Exercise description => Tell me how many lines in the entries below contain the word "first"; reply with the number and nothing else.

The input =>
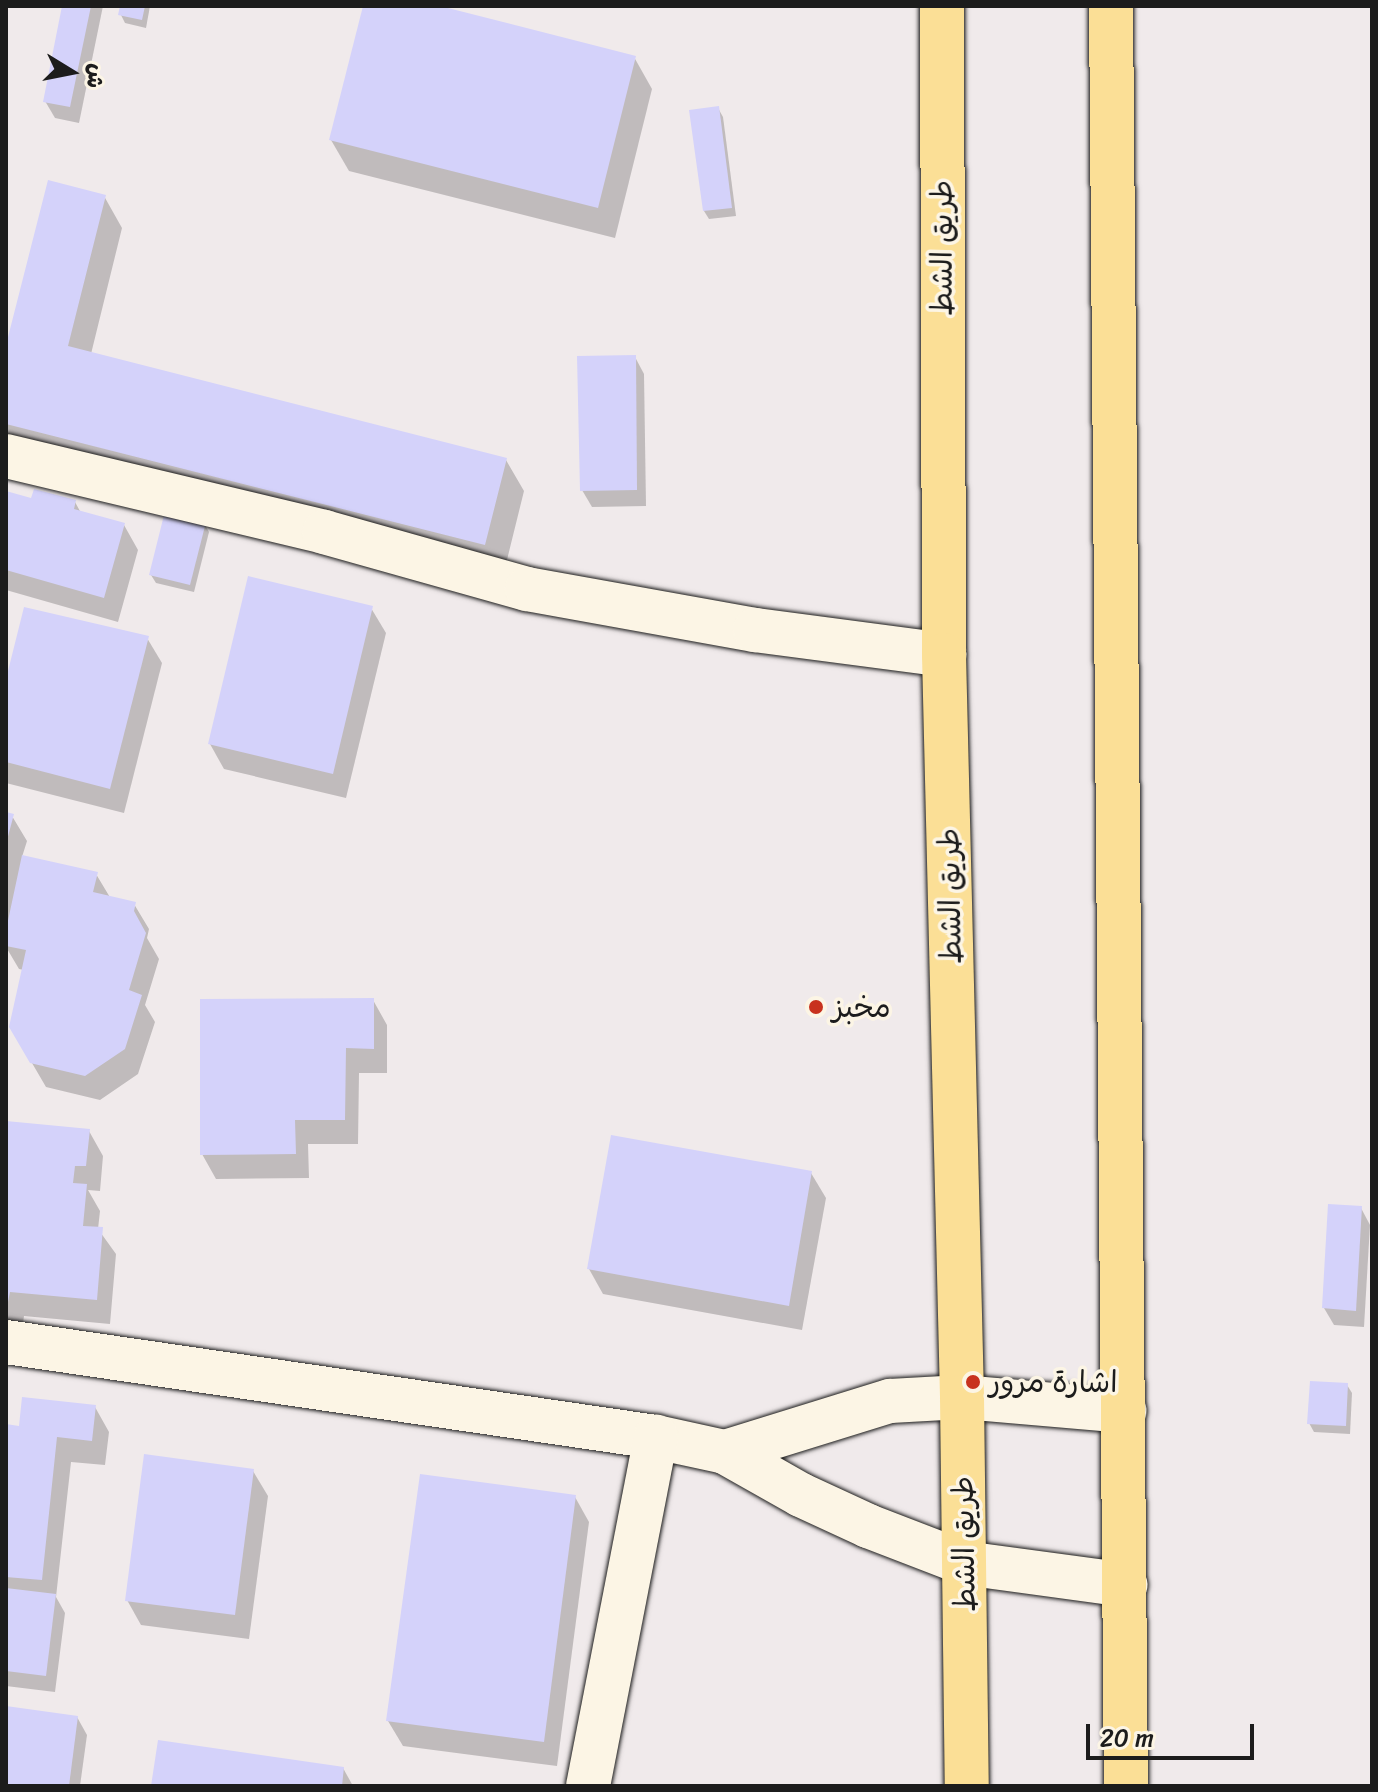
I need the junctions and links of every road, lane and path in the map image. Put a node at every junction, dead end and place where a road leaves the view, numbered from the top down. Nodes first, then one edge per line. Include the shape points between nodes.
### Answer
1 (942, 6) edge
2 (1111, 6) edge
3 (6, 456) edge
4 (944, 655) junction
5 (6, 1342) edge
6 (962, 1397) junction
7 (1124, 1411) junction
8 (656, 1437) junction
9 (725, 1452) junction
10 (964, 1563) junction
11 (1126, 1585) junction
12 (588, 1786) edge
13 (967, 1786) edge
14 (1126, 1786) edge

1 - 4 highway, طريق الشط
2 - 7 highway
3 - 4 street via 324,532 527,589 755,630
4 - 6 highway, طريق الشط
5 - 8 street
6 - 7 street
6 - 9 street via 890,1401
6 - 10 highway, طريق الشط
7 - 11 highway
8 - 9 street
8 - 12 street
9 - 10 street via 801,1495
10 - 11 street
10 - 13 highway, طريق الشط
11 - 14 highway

---

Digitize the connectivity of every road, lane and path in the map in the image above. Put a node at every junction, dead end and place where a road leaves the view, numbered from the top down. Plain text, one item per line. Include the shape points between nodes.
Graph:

...

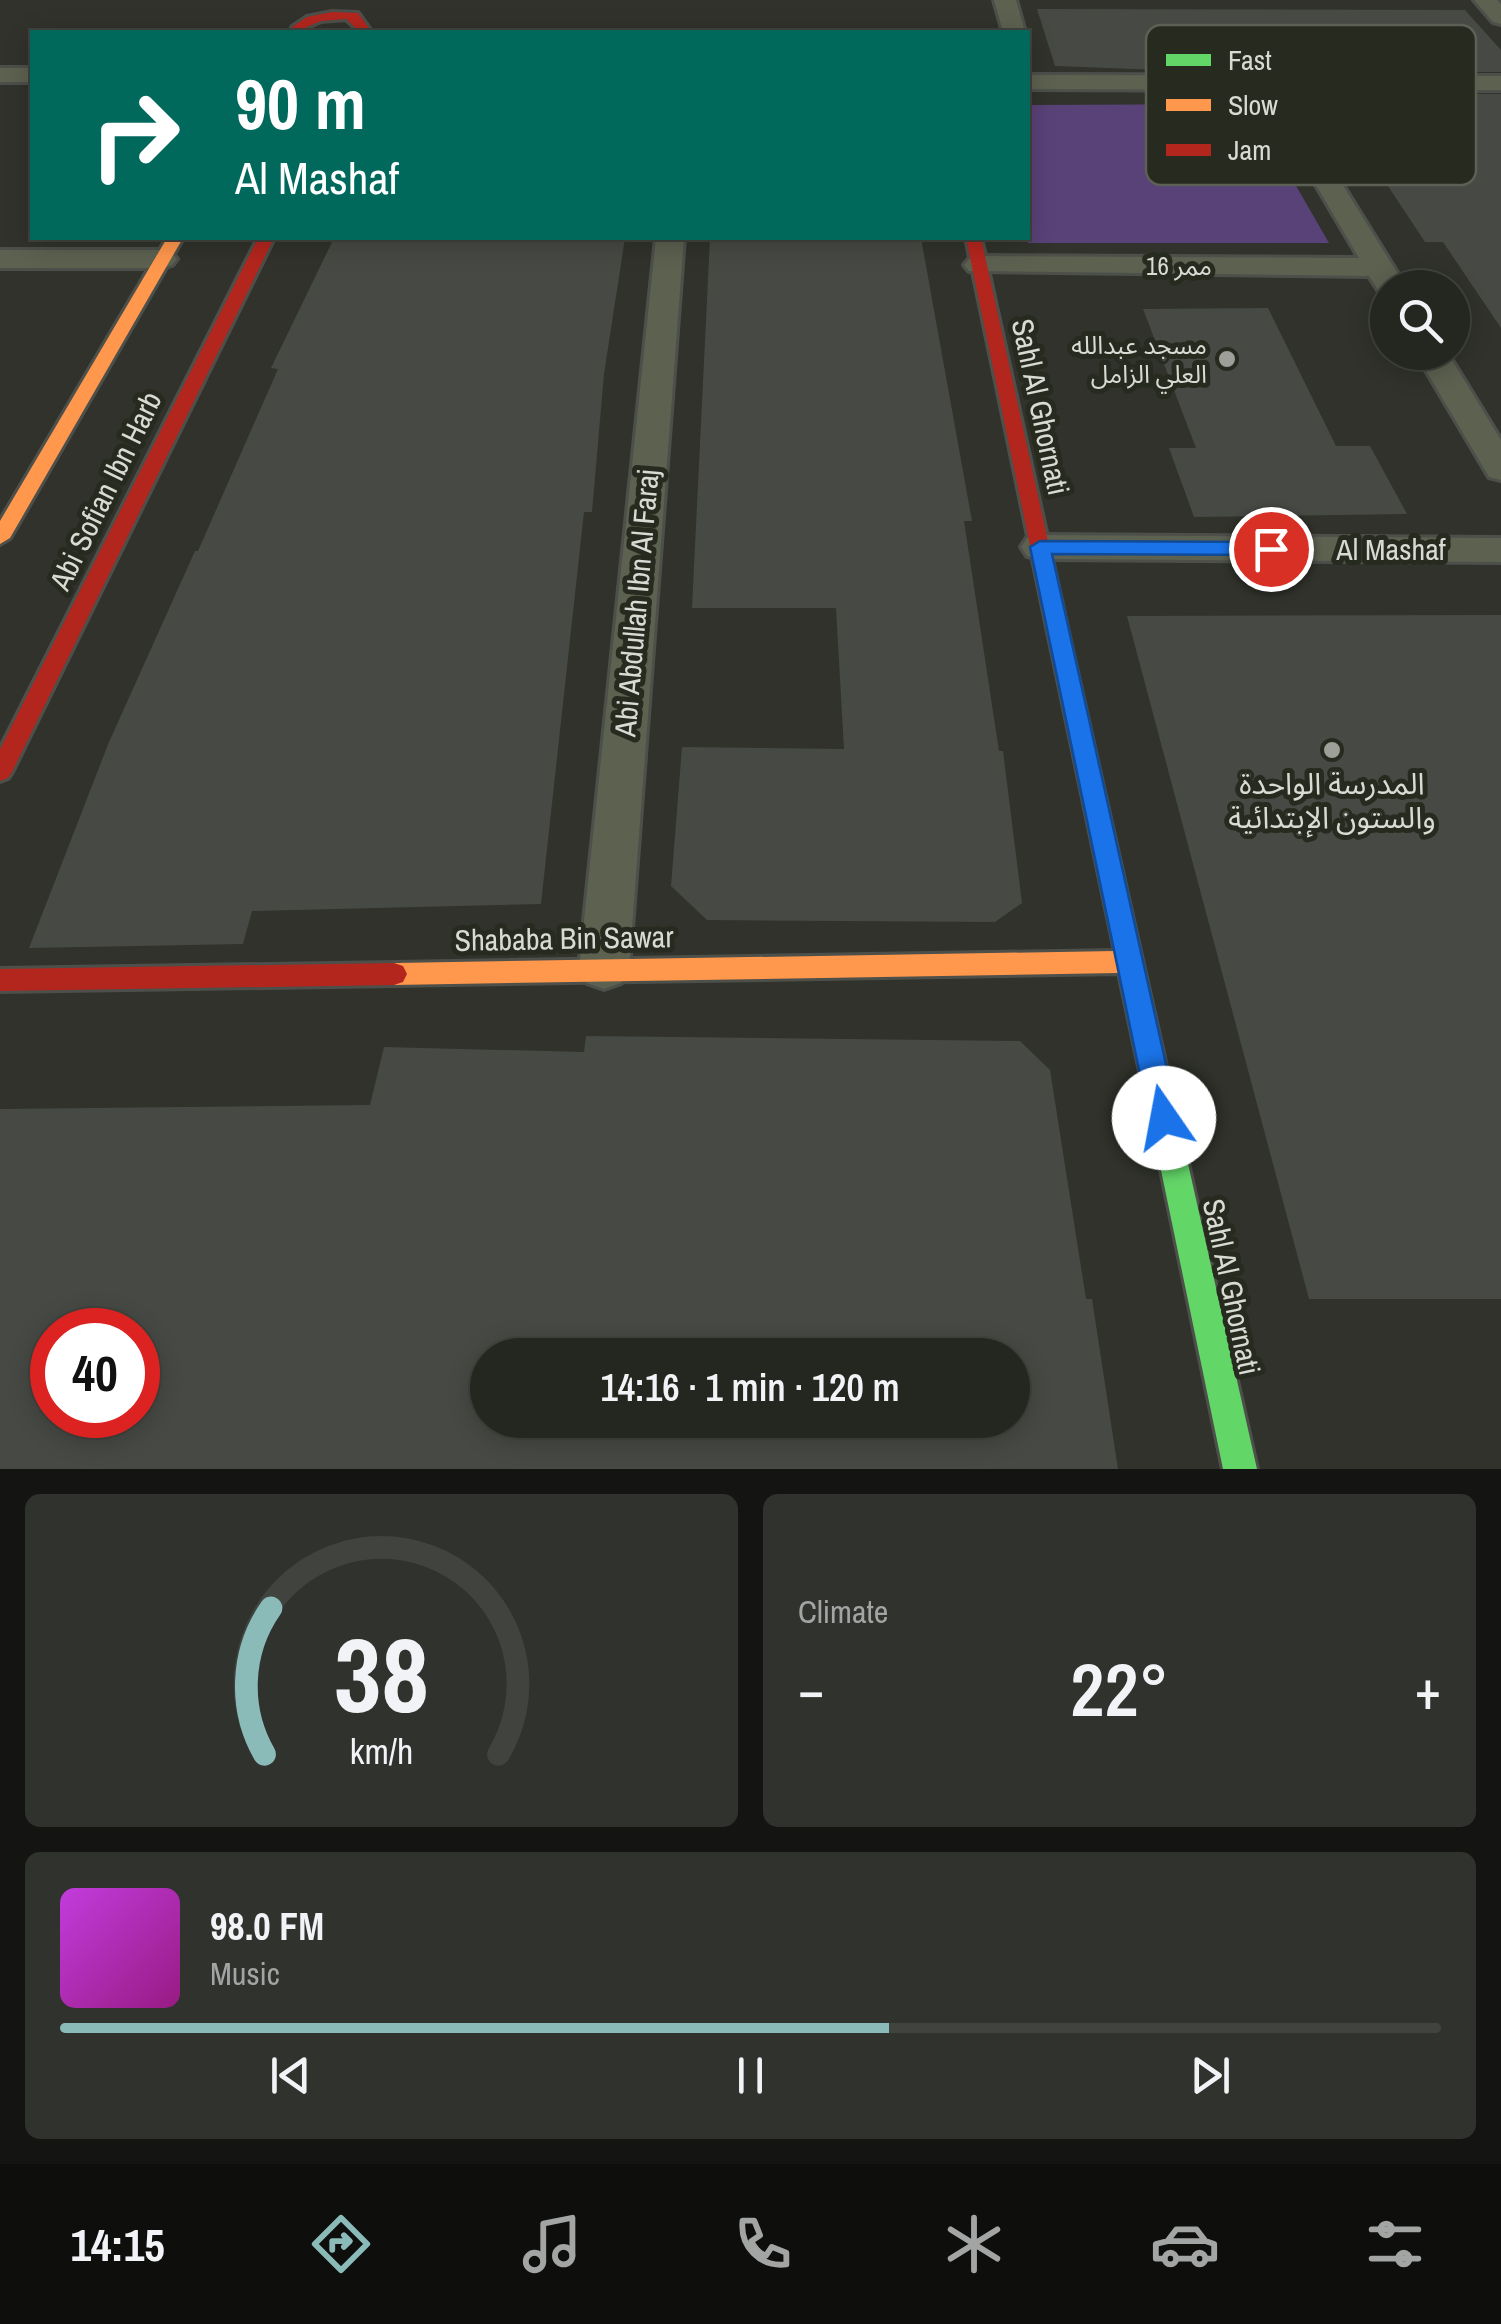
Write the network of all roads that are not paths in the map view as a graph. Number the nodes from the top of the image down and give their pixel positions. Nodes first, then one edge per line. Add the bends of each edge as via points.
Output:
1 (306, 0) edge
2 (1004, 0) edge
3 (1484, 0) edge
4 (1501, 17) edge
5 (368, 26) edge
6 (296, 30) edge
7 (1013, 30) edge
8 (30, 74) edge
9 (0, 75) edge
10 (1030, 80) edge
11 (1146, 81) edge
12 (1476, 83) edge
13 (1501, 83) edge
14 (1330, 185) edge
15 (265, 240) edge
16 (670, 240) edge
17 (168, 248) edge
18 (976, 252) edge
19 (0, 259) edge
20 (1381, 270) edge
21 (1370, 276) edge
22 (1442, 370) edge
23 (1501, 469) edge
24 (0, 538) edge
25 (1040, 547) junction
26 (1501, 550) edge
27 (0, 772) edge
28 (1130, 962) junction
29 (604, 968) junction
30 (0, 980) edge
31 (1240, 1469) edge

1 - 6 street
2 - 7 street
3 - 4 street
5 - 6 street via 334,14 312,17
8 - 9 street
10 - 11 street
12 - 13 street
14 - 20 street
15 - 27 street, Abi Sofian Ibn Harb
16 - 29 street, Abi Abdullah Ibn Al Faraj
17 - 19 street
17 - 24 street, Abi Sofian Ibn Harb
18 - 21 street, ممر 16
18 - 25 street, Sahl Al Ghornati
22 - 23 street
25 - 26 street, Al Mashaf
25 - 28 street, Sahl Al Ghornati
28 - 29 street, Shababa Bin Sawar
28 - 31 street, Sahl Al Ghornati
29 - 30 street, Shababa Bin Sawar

Written reply => 2